Les conditions climatiques rendent extrêmement difficile la communication entre les zones reculées de la forêt. La construction d’édifices y est quasi impossible. Franchir les rivières, les torrents ou les vallées est pourtant une nécessité à laquelle les hommes sont contraints. Les Khasi ont su s’adapter à la nature sauvage et dense en créant des réseaux de sentiers, d’escaliers et de ponts. Pour atteindre Nongriat (40 maisons, 200 habitants) village où se trouve un double pont vivant, il faut grimper environ 3 500 marches, environ 700 mètres de dénivelé.
Les ponts vivants traversent les rivières de cette région du plateau du Shillong. Uniques au monde, ils constituent un exemple singulier d’adaptation, d’adéquation de l’être humain à son milieu. L’homme utilise les effets positifs que les conditions climatiques extrêmes produisent pour vaincre les difficultés engendrées par ces mêmes conditions : l’importance des précipitations permet la pousse d’espèces végétales, notamment le Ficus Elastica** qui permet à son tour la construction de ponts permettant de franchir les crues engendrées par ces surabondantes précipitations.
Le Meghalaya comporte plus de 100 ponts vivants. Une dizaine de ponts est connue autour de Nongriat, et du village de Mentirnhote.

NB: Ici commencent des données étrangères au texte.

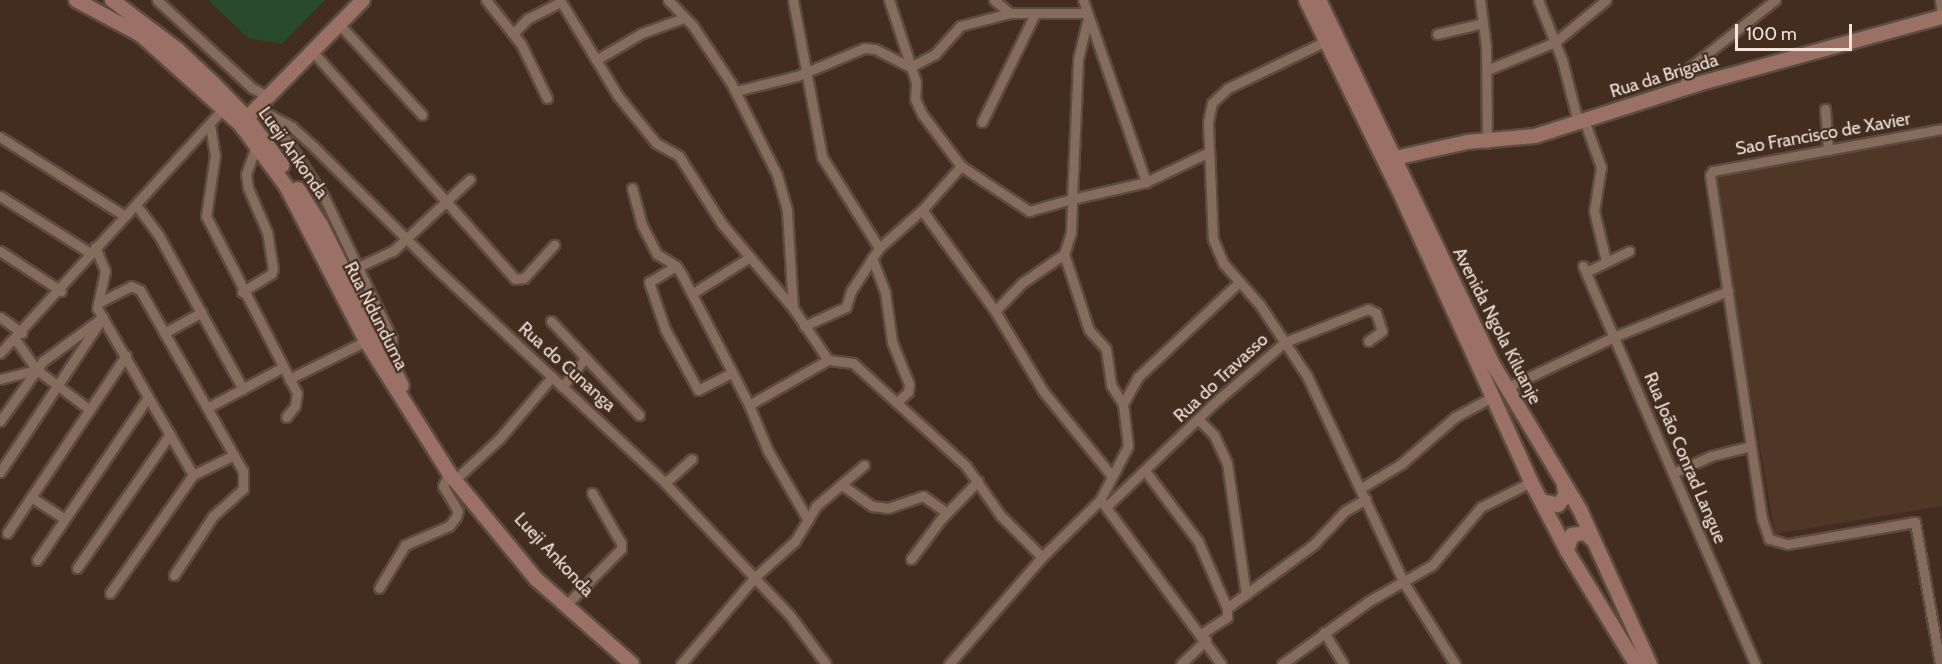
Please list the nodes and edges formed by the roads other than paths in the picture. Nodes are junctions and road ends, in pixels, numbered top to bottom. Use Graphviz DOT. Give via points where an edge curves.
graph roads {
  1 [pos="76,0"];
  2 [pos="112,0"];
  3 [pos="156,0"];
  4 [pos="363,0"];
  5 [pos="486,0"];
  6 [pos="668,0"];
  7 [pos="793,0"];
  8 [pos="889,0"];
  9 [pos="994,0"];
  10 [pos="1084,0"];
  11 [pos="1306,0"];
  12 [pos="1319,0"];
  13 [pos="1480,0"];
  14 [pos="1538,0"];
  15 [pos="1606,0"];
  16 [pos="1775,0"];
  17 [pos="1940,0"];
  18 [pos="561,1"];
  19 [pos="1010,13"];
  20 [pos="1035,14"];
  21 [pos="1087,15"];
  22 [pos="1942,17"];
  23 [pos="684,18"];
  24 [pos="1484,23"];
  25 [pos="339,24"];
  26 [pos="514,33"];
  27 [pos="1437,34"];
  28 [pos="1326,41"];
  29 [pos="1554,42"];
  30 [pos="312,51"];
  31 [pos="596,60"];
  32 [pos="910,67"];
  33 [pos="1487,70"];
  34 [pos="806,71"];
  35 [pos="1683,88"];
  36 [pos="736,91"];
  37 [pos="547,98"];
  38 [pos="265,105"];
  39 [pos="223,109"];
  40 [pos="1825,109"];
  41 [pos="422,115"];
  42 [pos="247,118"];
  43 [pos="1581,121"];
  44 [pos="982,122"];
  45 [pos="210,125"];
  46 [pos="1942,129"];
  47 [pos="0,137"];
  48 [pos="1487,143"];
  49 [pos="256,146"];
  50 [pos="1828,150"];
  51 [pos="1209,152"];
  52 [pos="1395,158"];
  53 [pos="961,166"];
  54 [pos="470,179"];
  55 [pos="1146,182"];
  56 [pos="632,188"];
  57 [pos="0,196"];
  58 [pos="1072,199"];
  59 [pos="448,204"];
  60 [pos="136,205"];
  61 [pos="922,210"];
  62 [pos="125,216"];
  63 [pos="408,238"];
  64 [pos="554,245"];
  65 [pos="879,248"];
  66 [pos="93,250"];
  67 [pos="0,251"];
  68 [pos="1629,251"];
  69 [pos="1064,254"];
  70 [pos="750,257"];
  71 [pos="872,258"];
  72 [pos="1606,261"];
  73 [pos="676,266"];
  74 [pos="358,267"];
  75 [pos="1239,282"];
  76 [pos="60,291"];
  77 [pos="1728,291"];
  78 [pos="242,292"];
  79 [pos="693,293"];
  80 [pos="98,303"];
  81 [pos="793,308"];
  82 [pos="995,311"];
  83 [pos="202,312"];
  84 [pos="0,317"];
  85 [pos="103,317"];
  86 [pos="550,321"];
  87 [pos="804,326"];
  88 [pos="164,333"];
  89 [pos="18,336"];
  90 [pos="1616,336"];
  91 [pos="366,341"];
  92 [pos="1368,341"];
  93 [pos="1285,342"];
  94 [pos="0,352"];
  95 [pos="126,355"];
  96 [pos="585,359"];
  97 [pos="828,360"];
  98 [pos="283,367"];
  99 [pos="392,367"];
  100 [pos="36,370"];
  101 [pos="732,373"];
  102 [pos="552,377"];
  103 [pos="0,379"];
  104 [pos="290,379"];
  105 [pos="58,386"];
  106 [pos="562,387"];
  107 [pos="1506,388"];
  108 [pos="243,389"];
  109 [pos="148,396"];
  110 [pos="1494,396"];
  111 [pos="897,402"];
  112 [pos="1123,404"];
  113 [pos="749,405"];
  114 [pos="207,408"];
  115 [pos="90,410"];
  116 [pos="639,415"];
  117 [pos="286,417"];
  118 [pos="1199,420"];
  119 [pos="0,421"];
  120 [pos="170,434"];
  121 [pos="1751,446"];
  122 [pos="232,456"];
  123 [pos="692,459"];
  124 [pos="864,465"];
  125 [pos="0,472"];
  126 [pos="1146,472"];
  127 [pos="1673,473"];
  128 [pos="455,474"];
  129 [pos="193,475"];
  130 [pos="1112,476"];
  131 [pos="978,482"];
  132 [pos="1532,482"];
  133 [pos="665,483"];
  134 [pos="842,485"];
  135 [pos="1564,486"];
  136 [pos="1361,488"];
  137 [pos="592,493"];
  138 [pos="32,497"];
  139 [pos="1366,499"];
  140 [pos="1542,501"];
  141 [pos="1103,503"];
  142 [pos="947,513"];
  143 [pos="65,519"];
  144 [pos="808,520"];
  145 [pos="8,533"];
  146 [pos="1592,539"];
  147 [pos="1567,551"];
  148 [pos="1042,556"];
  149 [pos="911,559"];
  150 [pos="37,560"];
  151 [pos="76,568"];
  152 [pos="174,575"];
  153 [pos="755,577"];
  154 [pos="1404,583"];
  155 [pos="379,588"];
  156 [pos="110,593"];
  157 [pos="1246,595"];
  158 [pos="570,601"];
  159 [pos="1227,608"];
  160 [pos="1324,633"];
  161 [pos="1203,637"];
  162 [pos="1632,662"];
  163 [pos="632,664"];
  164 [pos="645,664"];
  165 [pos="681,664"];
  166 [pos="826,664"];
  167 [pos="948,664"];
  168 [pos="1181,664"];
  169 [pos="1221,664"];
  170 [pos="1282,664"];
  171 [pos="1343,664"];
  172 [pos="1455,664"];
  173 [pos="1650,664"];
  174 [pos="1755,664"];
  175 [pos="1940,664"];
  1 -- 39 [label="main road, Rua Ndunduma" via="141,35"];
  2 -- 42 [label="main road, Lueji Ankonda" via="178,50"];
  3 -- 38 [label="street, Lueji Ankonda" via="252,88"];
  4 -- 25 [label="main road"];
  5 -- 26 [label="street"];
  6 -- 23 [label="street"];
  7 -- 34 [label="street"];
  8 -- 32 [label="street"];
  9 -- 19 [label="street"];
  10 -- 21 [label="street"];
  11 -- 28 [label="main road, Avenida Ngola Kiluanje"];
  12 -- 52 [label="main road, Avenida Ngola Kiluanje"];
  13 -- 24 [label="street"];
  14 -- 29 [label="street"];
  15 -- 29 [label="street"];
  16 -- 35 [label="street" via="1689,68"];
  17 -- 22 [label="street"];
  18 -- 26 [label="street" via="527,19"];
  18 -- 31 [label="street"];
  19 -- 20 [label="street"];
  19 -- 32 [label="street" via="960,26 935,54"];
  20 -- 21 [label="street"];
  20 -- 44 [label="street"];
  21 -- 55 [label="street"];
  21 -- 58 [label="street" via="1078,59"];
  22 -- 35 [label="main road, Rua da Brigada"];
  23 -- 31 [label="street" via="642,33"];
  23 -- 36 [label="street"];
  24 -- 27 [label="street"];
  24 -- 33 [label="street"];
  25 -- 30 [label="main road"];
  25 -- 41 [label="street"];
  26 -- 37 [label="street"];
  28 -- 51 [label="street" via="1216,97 1208,122"];
  28 -- 110 [label="main road, Avenida Ngola Kiluanje"];
  29 -- 33 [label="street"];
  29 -- 43 [label="street"];
  30 -- 38 [label="main road"];
  30 -- 59 [label="street"];
  31 -- 70 [label="street" via="618,96 656,143 682,160 710,207"];
  32 -- 34 [label="street" via="875,49 864,48"];
  32 -- 53 [label="street" via="918,106"];
  33 -- 48 [label="street"];
  34 -- 36 [label="street"];
  34 -- 65 [label="street" via="822,158"];
  35 -- 43 [label="main road, Rua da Brigada"];
  36 -- 81 [label="street" via="785,198"];
  38 -- 42 [label="main road"];
  38 -- 63 [label="street, Rua do Cunanga"];
  38 -- 74 [label="street, Lueji Ankonda" via="314,179"];
  39 -- 45 [label="street"];
  39 -- 49 [label="main road, Rua Ndunduma"];
  40 -- 50 [label="street"];
  42 -- 99 [label="main road, Lueji Ankonda" via="321,225"];
  43 -- 48 [label="main road, Rua da Brigada" via="1528,137"];
  43 -- 72 [label="street" via="1601,167 1594,211"];
  45 -- 60 [label="street"];
  45 -- 78 [label="street" via="215,155 206,216"];
  46 -- 50 [label="street, Sao Francisco de Xavier"];
  47 -- 62 [label="street"];
  48 -- 52 [label="main road, Rua da Brigada" via="1467,142"];
  49 -- 78 [label="street" via="246,174 248,188 262,216 273,269"];
  49 -- 91 [label="main road, Rua Ndunduma" via="309,224"];
  50 -- 77 [label="street, Sao Francisco de Xavier" via="1711,172"];
  51 -- 55 [label="street"];
  51 -- 75 [label="street" via="1212,239 1223,264"];
  52 -- 107 [label="main road, Avenida Ngola Kiluanje"];
  53 -- 58 [label="street" via="1024,210"];
  53 -- 61 [label="street"];
  54 -- 59 [label="street"];
  55 -- 58 [label="street"];
  56 -- 73 [label="street" via="642,225 659,257"];
  57 -- 66 [label="street"];
  58 -- 69 [label="street" via="1071,232"];
  59 -- 63 [label="street"];
  59 -- 64 [label="street" via="515,279 524,278"];
  60 -- 62 [label="street"];
  60 -- 83 [label="street" via="158,234"];
  61 -- 65 [label="street"];
  61 -- 82 [label="street"];
  62 -- 66 [label="street"];
  63 -- 74 [label="street" via="393,251"];
  63 -- 102 [label="street, Rua do Cunanga"];
  65 -- 71 [label="street"];
  66 -- 76 [label="street"];
  66 -- 80 [label="street" via="105,271"];
  67 -- 76 [label="street"];
  68 -- 72 [label="street"];
  69 -- 82 [label="street" via="1022,283"];
  69 -- 112 [label="street" via="1089,330 1106,350 1112,385"];
  70 -- 79 [label="street"];
  70 -- 81 [label="street"];
  71 -- 87 [label="street" via="851,291 846,307"];
  71 -- 111 [label="street" via="885,291 892,342 909,384 908,392"];
  72 -- 90 [label="street, Rua João Conrad Langue" via="1585,269"];
  73 -- 79 [label="street"];
  73 -- 101 [label="street" via="649,282 665,329 698,390"];
  74 -- 99 [label="street, Lueji Ankonda" via="392,338"];
  75 -- 93 [label="street"];
  75 -- 112 [label="street" via="1138,377"];
  76 -- 89 [label="street"];
  77 -- 90 [label="street"];
  77 -- 121 [label="street"];
  78 -- 98 [label="street"];
  79 -- 101 [label="street"];
  80 -- 85 [label="street"];
  80 -- 88 [label="street" via="131,286 140,290"];
  81 -- 87 [label="street"];
  82 -- 130 [label="street" via="1043,391"];
  83 -- 88 [label="street"];
  83 -- 108 [label="street"];
  84 -- 89 [label="street"];
  85 -- 95 [label="street"];
  85 -- 100 [label="street" via="49,355"];
  85 -- 105 [label="street"];
  86 -- 96 [label="street"];
  87 -- 97 [label="street"];
  88 -- 114 [label="street"];
  89 -- 94 [label="street"];
  89 -- 100 [label="street"];
  90 -- 107 [label="street"];
  90 -- 127 [label="street, Rua João Conrad Langue"];
  91 -- 104 [label="street"];
  91 -- 128 [label="main road, Rua Ndunduma"];
  92 -- 93 [label="street, Rua do Travasso" via="1382,331 1376,313 1368,309"];
  93 -- 118 [label="street, Rua do Travasso"];
  93 -- 136 [label="street" via="1332,424"];
  95 -- 109 [label="street"];
  95 -- 115 [label="street"];
  96 -- 106 [label="street"];
  96 -- 116 [label="street"];
  97 -- 111 [label="street" via="853,363"];
  97 -- 113 [label="street"];
  98 -- 104 [label="street"];
  98 -- 108 [label="street"];
  99 -- 128 [label="main road, Lueji Ankonda"];
  100 -- 103 [label="street"];
  100 -- 105 [label="street"];
  100 -- 119 [label="street"];
  101 -- 113 [label="street"];
  102 -- 106 [label="street, Rua do Cunanga"];
  102 -- 128 [label="street" via="499,439"];
  104 -- 117 [label="street" via="297,401"];
  105 -- 115 [label="street"];
  105 -- 125 [label="street"];
  106 -- 133 [label="street, Rua do Cunanga"];
  107 -- 135 [label="main road, Avenida Ngola Kiluanje"];
  108 -- 114 [label="street"];
  109 -- 120 [label="street"];
  109 -- 143 [label="street"];
  110 -- 132 [label="main road, Avenida Ngola Kiluanje"];
  110 -- 136 [label="street" via="1455,417 1401,464"];
  111 -- 131 [label="street"];
  112 -- 130 [label="street" via="1129,443"];
  113 -- 144 [label="street" via="768,451"];
  114 -- 122 [label="street"];
  115 -- 138 [label="street"];
  118 -- 126 [label="street, Rua do Travasso"];
  118 -- 157 [label="street" via="1214,435 1227,463"];
  120 -- 129 [label="street"];
  120 -- 151 [label="street"];
  121 -- 127 [label="street" via="1711,456"];
  121 -- 175 [label="street" via="1762,519 1769,539 1777,544 1915,522"];
  122 -- 129 [label="street"];
  122 -- 152 [label="street" via="243,471 243,489 213,516"];
  123 -- 133 [label="street"];
  124 -- 134 [label="street"];
  126 -- 141 [label="street, Rua do Travasso"];
  126 -- 159 [label="street" via="1198,541"];
  127 -- 174 [label="street, Rua João Conrad Langue"];
  128 -- 155 [label="street" via="443,479 443,486 458,511 456,517 449,526 405,545"];
  128 -- 158 [label="main road, Lueji Ankonda"];
  128 -- 163 [label="main road, Rua Ndunduma" via="536,579"];
  129 -- 156 [label="street"];
  130 -- 141 [label="street"];
  131 -- 142 [label="street"];
  131 -- 148 [label="street" via="1001,516"];
  132 -- 140 [label="main road, Avenida Ngola Kiluanje"];
  132 -- 154 [label="street" via="1473,513 1442,556"];
  133 -- 153 [label="street, Rua do Cunanga"];
  134 -- 142 [label="street" via="872,506 888,508 923,496"];
  134 -- 144 [label="street" via="816,506"];
  135 -- 140 [label="main road" via="1566,495 1562,503 1554,506"];
  135 -- 146 [label="main road, Avenida Ngola Kiluanje"];
  136 -- 139 [label="street"];
  137 -- 158 [label="street" via="621,549"];
  138 -- 143 [label="street"];
  138 -- 145 [label="street"];
  139 -- 154 [label="street"];
  139 -- 157 [label="street" via="1345,511 1314,544"];
  140 -- 147 [label="main road, Avenida Ngola Kiluanje"];
  141 -- 148 [label="street, Rua do Travasso"];
  141 -- 161 [label="street"];
  142 -- 149 [label="street"];
  143 -- 150 [label="street"];
  144 -- 153 [label="street" via="787,550"];
  146 -- 147 [label="main road" via="1585,533 1572,535"];
  146 -- 173 [label="main road, Avenida Ngola Kiluanje"];
  147 -- 162 [label="main road, Avenida Ngola Kiluanje"];
  148 -- 167 [label="street, Rua do Travasso"];
  153 -- 165 [label="street"];
  153 -- 166 [label="street, Rua do Cunanga"];
  154 -- 160 [label="street" via="1369,601"];
  154 -- 172 [label="street"];
  157 -- 159 [label="street"];
  158 -- 164 [label="main road, Lueji Ankonda"];
  159 -- 161 [label="street" via="1227,617"];
  160 -- 170 [label="street"];
  160 -- 171 [label="street"];
  161 -- 168 [label="street"];
  161 -- 169 [label="street"];
}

Les habitants vivent de ce que leur offre la forêt.
Majoritairement chrétiens, les Khasi sont une société matrilinéaire : les femmes héritent des biens et transmettent leurs noms à leurs enfants. Tradition unique en Inde, la tribu Khasi est la plus importante du Meghalaya. Elle représente plus de la moitié des trois millions d’habitants de la région. Les tribus matrilinéaires sont très rares dans le monde, quelques tribus à peine. Les Khasi sont l’exception à la règle d’une société indienne largement dominée par les hommes. L’hypothèse fréquemment retenue est que les guerres fréquentes entre très nombreux petits royaumes locaux faisait craindre aux hommes Khasi l’éradication de leur tribu et les ont décidés à transmettre leur propriété et leurs titres aux femmes.
2. Les ponts vivants
Les Khasi ont mis au point l’ingénieuse technique des ponts vivants. Depuis plus de 500 ans, les racines des arbres sont utilisées pour fabriquer les passerelles naturelles qui permettent de traverser les cours d’eau rapides et tumultueux et ainsi relier les villages isolés. Cette tradition et cette technique sont uniques au monde.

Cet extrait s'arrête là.